Hi everyone
I have a quick perl matching question. I have the following file, and I want to use perl to search through the 2nd column and see if it finds any of the month names (e.g.: Jan, Feb, Mar, ... Dec).
Here's the file I'm trying to search, and here's the code I have so far. Any help would be super helpful!

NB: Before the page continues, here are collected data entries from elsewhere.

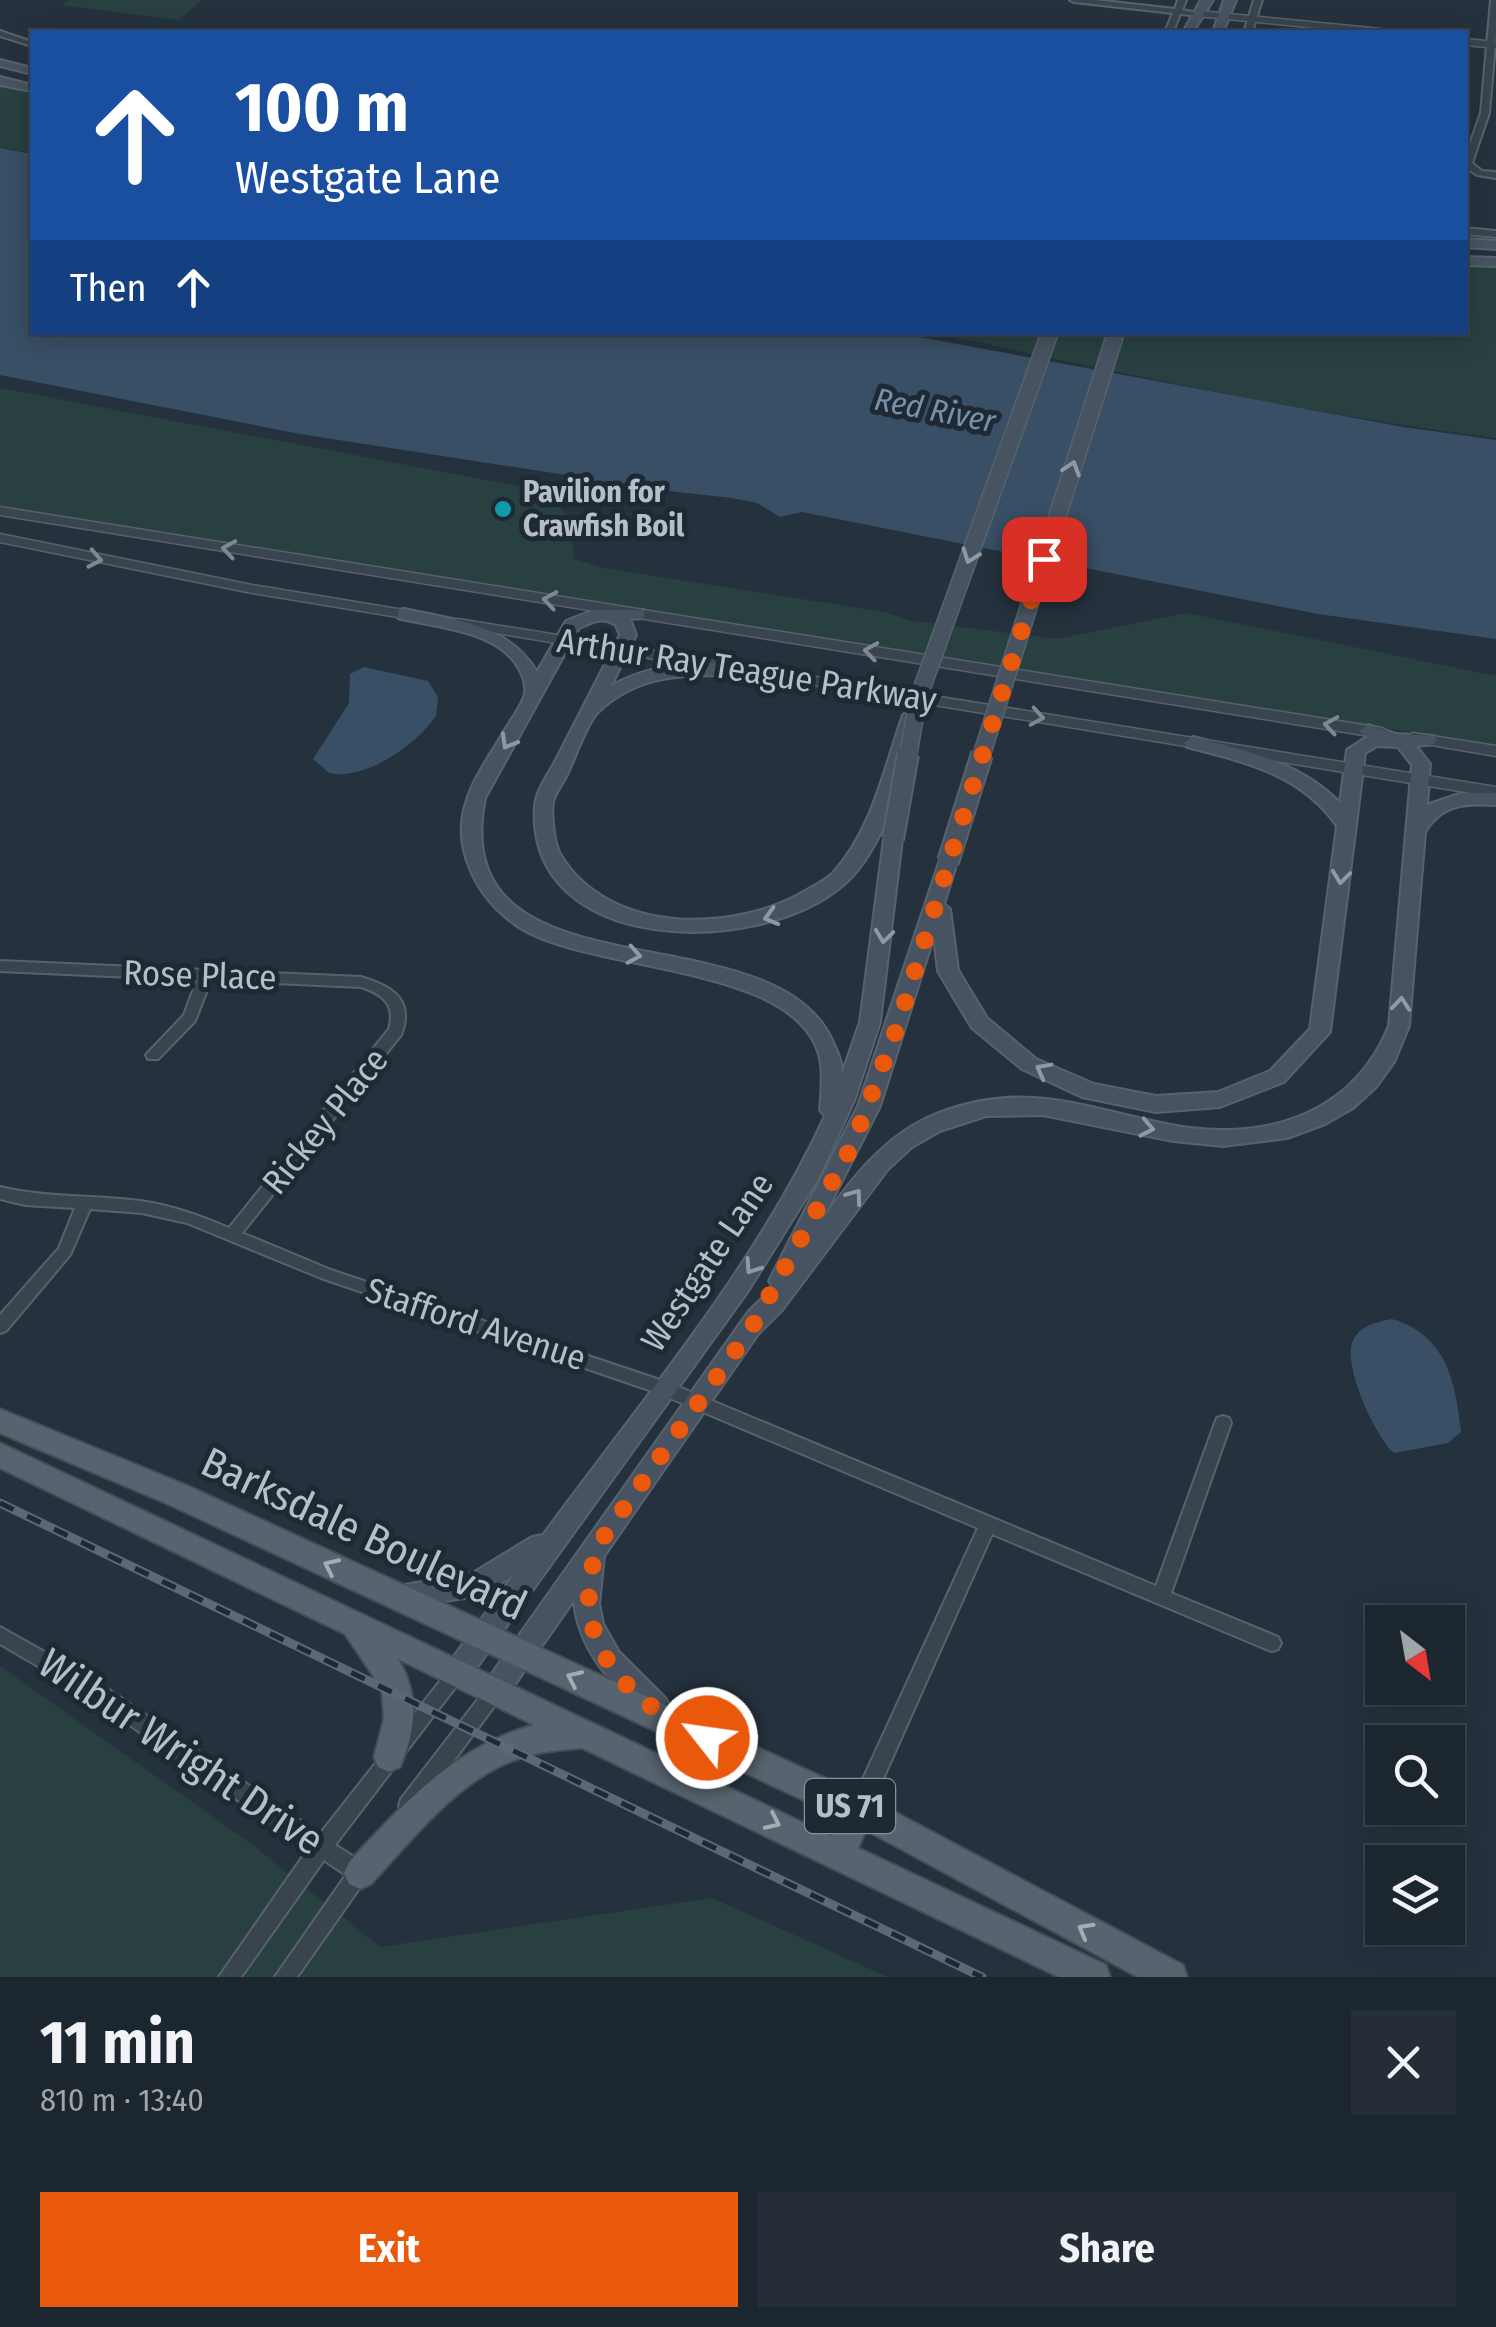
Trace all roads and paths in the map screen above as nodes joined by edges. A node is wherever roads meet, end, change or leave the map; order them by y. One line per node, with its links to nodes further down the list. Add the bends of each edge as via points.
1 (1074, 0): 7 (street)
2 (1182, 0): 7 (street)
3 (1208, 0): 8 (main road)
4 (1230, 0): 9 (main road)
5 (1258, 0): 10 (street)
6 (1495, 0): 19 (street)
7 (1178, 11): 8 (street); 11 (street)
8 (1200, 14): 9 (street); 12 (main road)
9 (1220, 16): 10 (street); 13 (main road)
10 (1252, 19): 14 (street); 15 (street)
11 (1170, 30)
12 (1189, 30)
13 (1215, 30)
14 (1249, 30)
15 (1362, 30)
16 (0, 33): 18 (street)
17 (1468, 42): 19 (street)
18 (30, 43)
19 (1494, 45): 24 (street, via 1485,113)
20 (0, 63): 21 (main road)
21 (30, 71)
22 (0, 80): 23 (main road)
23 (30, 88)
24 (1468, 162)
25 (1468, 165): 26 (street)
26 (1496, 175)
27 (1468, 231): 28 (street)
28 (1496, 234)
29 (1468, 246): 30 (main road)
30 (1496, 247)
31 (1468, 261): 32 (main road)
32 (1496, 262)
33 (1049, 335): 56 (main road, one-way to 56, bridge, via 918,699)
34 (1115, 335): 57 (main road, one-way to 34, bridge)
35 (0, 511): 37 (street, Arthur Ray Teague Parkway, one-way to 35)
36 (0, 538): 38 (street, Arthur Ray Teague Parkway, one-way to 38)
37 (586, 606): 39 (main road); 40 (street, Arthur Ray Teague Parkway)
38 (404, 614): 41 (street, Arthur Ray Teague Parkway); 44 (main road, via 511,646 529,667)
39 (608, 614): 40 (main road); 41 (main road, via 578,620); 42 (main road, via 628,628)
40 (638, 614): 46 (street, Arthur Ray Teague Parkway, one-way to 40)
41 (564, 640): 42 (street, Arthur Ray Teague Parkway); 44 (main road)
42 (620, 650): 43 (street, Arthur Ray Teague Parkway); 45 (main road)
43 (755, 672): 45 (main road, via 682,670 636,680 608,696); 49 (street, Arthur Ray Teague Parkway, one-way to 49)
44 (534, 696): 62 (main road, one-way to 62, via 471,813 468,842 480,877 524,920 566,942 698,966 782,1000 821,1038 832,1064)
45 (582, 730): 56 (main road, one-way to 45, via 836,886 762,920 688,928 609,910 567,880 540,821)
46 (1368, 730): 47 (main road); 48 (street, Arthur Ray Teague Parkway)
47 (1396, 740): 48 (main road); 51 (main road, via 1361,744); 52 (main road, via 1419,757)
48 (1428, 740): 50 (street, Arthur Ray Teague Parkway)
49 (1193, 743): 51 (street, Arthur Ray Teague Parkway); 54 (main road, via 1296,774 1325,795)
50 (1496, 751)
51 (1354, 768): 52 (street, Arthur Ray Teague Parkway); 54 (main road)
52 (1420, 779): 53 (street, Arthur Ray Teague Parkway); 55 (main road)
53 (1496, 796): 55 (main road, via 1443,803)
54 (1348, 827): 57 (main road, one-way to 57, via 1320,1032 1273,1080 1185,1106 1133,1101 1066,1082 973,1019 948,979 939,926)
55 (1416, 835): 67 (main road, one-way to 55, via 886,1157 932,1125 968,1112 1042,1107 1228,1138 1322,1118 1348,1102 1382,1068 1395,1041)
56 (881, 838): 62 (main road, Westgate Lane, one-way to 62, via 870,1022)
57 (946, 868): 67 (main road, Westgate Lane, via 869,1106 819,1212)
58 (0, 966): 59 (street, Rose Place)
59 (206, 975): 60 (street, Rose Place, via 361,982); 61 (street, via 190,1017)
60 (395, 1000): 65 (street, Rickey Place, via 396,1032)
61 (153, 1055)
62 (826, 1141): 68 (main road, Westgate Lane, one-way to 68, via 784,1219)
63 (0, 1193): 64 (street, Stafford Avenue)
64 (85, 1203): 65 (street, Stafford Avenue, via 158,1209); 66 (street, via 64,1251)
65 (232, 1235): 68 (street, Stafford Avenue)
66 (0, 1326)
67 (752, 1327): 69 (main road, Westgate Lane)
68 (663, 1388): 69 (street, Stafford Avenue); 76 (main road, Westgate Lane)
69 (699, 1403): 74 (street, Stafford Avenue); 77 (main road, Westgate Lane)
70 (0, 1421): 73 (main road, Barksdale Boulevard / US 71)
71 (1223, 1423): 79 (street)
72 (0, 1455): 75 (main road, US 71)
73 (178, 1495): 75 (main road); 78 (main road, Barksdale Boulevard / US 71, one-way to 73)
74 (988, 1524): 79 (street, Stafford Avenue); 90 (street)
75 (153, 1528): 80 (main road, US 71)
76 (555, 1535): 78 (main road, via 478,1584); 82 (main road, Westgate Lane)
77 (600, 1542): 84 (main road, Westgate Lane); 87 (main road, via 587,1584 595,1641 621,1678)
78 (396, 1596): 82 (main road, Barksdale Boulevard / US 71)
79 (1161, 1597): 83 (street, Stafford Avenue)
80 (350, 1621): 85 (main road, US 71); 89 (main road, via 381,1654 398,1688 400,1726)
81 (0, 1635): 91 (street, Wilbur Wright Drive, via 87,1685)
82 (484, 1636): 84 (main road, Barksdale Boulevard / US 71); 85 (main road, Westgate Lane)
83 (1272, 1643)
84 (521, 1653): 86 (main road, Westgate Lane); 87 (main road, Barksdale Boulevard / US 71, one-way to 84)
85 (458, 1672): 86 (main road, US 71); 89 (street)
86 (494, 1690): 88 (main road, US 71); 93 (street)
87 (677, 1725): 90 (main road, Barksdale Boulevard / US 71)
88 (591, 1734): 92 (main road, US 71, one-way to 92); 93 (main road, via 532,1738 472,1764)
89 (389, 1758): 91 (street)
90 (859, 1810): 92 (main road); 97 (main road, Barksdale Boulevard / US 71, one-way to 90)
91 (322, 1846): 93 (street, Wilbur Wright Drive); 94 (street)
92 (838, 1854): 96 (main road, US 71)
93 (360, 1873): 95 (street)
94 (228, 1977)
95 (285, 1977)
96 (1094, 1977)
97 (1171, 1977)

Thanks
lu Aug 2006 -122.24 48.76
lu AuG 2006 -122.24 48.76
21 2 2006 -122.24 48.76
2A Jul 2008 -117.8617 34.7017
21 Ma2 2006 -112.24 48.76
#!/usr/bin/perl -w
#
use strict;
use warnings;
my $file = 'sample1.xyt';
open my $info, $file or die "Could not open $file: $!";
my $x1 = $_;
my @cols = split(" ", $x1);
#Test: to see if col2 has values that match the following EXACTLY: Jan, Feb, Mar, Apr, Jun, Jul, Aug, Sep, Oct, Nov, Dec AND ALSO check that there are no numbers in this column. If these criteria is not met, print the bad line
if ($cols[1] =~ /^[0-9]+$/) { #checks for all numbers in the month
print "I have a bad month here - $x1";
} elsif ($cols[1] =~ /^[a-zA-Z]+$/) { #checks for all letters
#check in here for matches!
@months = ("Jan", "Feb", "Mar", "Apr", "May", "Jun", "Jul", "Aug", "Sep", "Oct", "Nov", "Dec");
##Not sure what to do here! :-(
} else {
print "I have a bad month here - $x1";
}
} else {
print "I have a bad month here - $x1";
}
}
close $info;
Try something like this which uses the "smart match" to perform a "in list":
use strict;
use warnings;
my @months = ( "Jan", "Feb", "Mar", "Apr", "May", "Jun", "Jul", "Aug", "Sep", "Oct", "Nov", "Dec" );
my $file = 'sample1.xyt';
open my $info, $file or die "Could not open $file: $!";
while ( <$info> ) {
chomp;
my @cols = split(" ");
if ( $cols[1] ~~ @months ) {
print "Valid month found: $cols[1]\n";
} else {
print "Invalid month found: $cols[1]\n";
}
}
arrays - Perl: if ( element in list ) - Stack Overflow
How about this:
#!/usr/bin/perl -w
use strict;
use warnings;
my @months = ("Jan", "Feb", "Mar", "Apr", "May", "Jun", "Jul", "Aug", "Sep", "Oct", "Nov", "Dec");
open FILE, "<sample1.xyt" or die "Could not open sample1.xyt";
foreach my $line (<FILE>) {
my @cols = split(" ", $line);
if ($cols[1] =~ /^[0-9]+$/) { #checks for all numbers in the month
print "I have a bad month (numbers) here - $cols[1]\n";
} elsif (grep /^$cols[1]$/i, @months) {
print "Month is ok - $cols[1]\n";
} else {
print "I have a bad month here - $cols[1]\n";
}
}
close(FILE);
Alternation is probably faster than array comparison.
#!/usr/bin/perl
use strict;
use warnings;
open (my $file, '<', 'sample1.xyt');
while (<$file>){
@rec=split/\s+/,$_;
if ($rec[1]=~/^(Jan|Feb|Mar|Apr|May|Jun|Jul|Aug|Sep|Oct|Nov|Dec)/){
...
}
else{
print "Dud month in record $.:\n\t$_";
}
even more simpler with regexp, no array
#!/usr/bin/perl
use strict;
use warnings;
open (my $file, '<', 'sample1.xyt');
while (<$file>){
if ($_=~/.+\s+(Jan|Feb|Mar|Apr|May|Jun|Jul|Aug|Sep|Oct|Nov|Dec)\s+.+/i){
print "month found $1\n";
}
else{
print "Dud month in record $.:\t$_";
}
}
close $file;
$ ./test.pl
month found Aug
month found AuG
Dud month in record 3: 21 2 2006 -122.24 48.76
month found Jul
Dud month in record 5: 21 Ma2 2006 -112.24 48.76
this was super useful and incredibly instructive... thanks guys!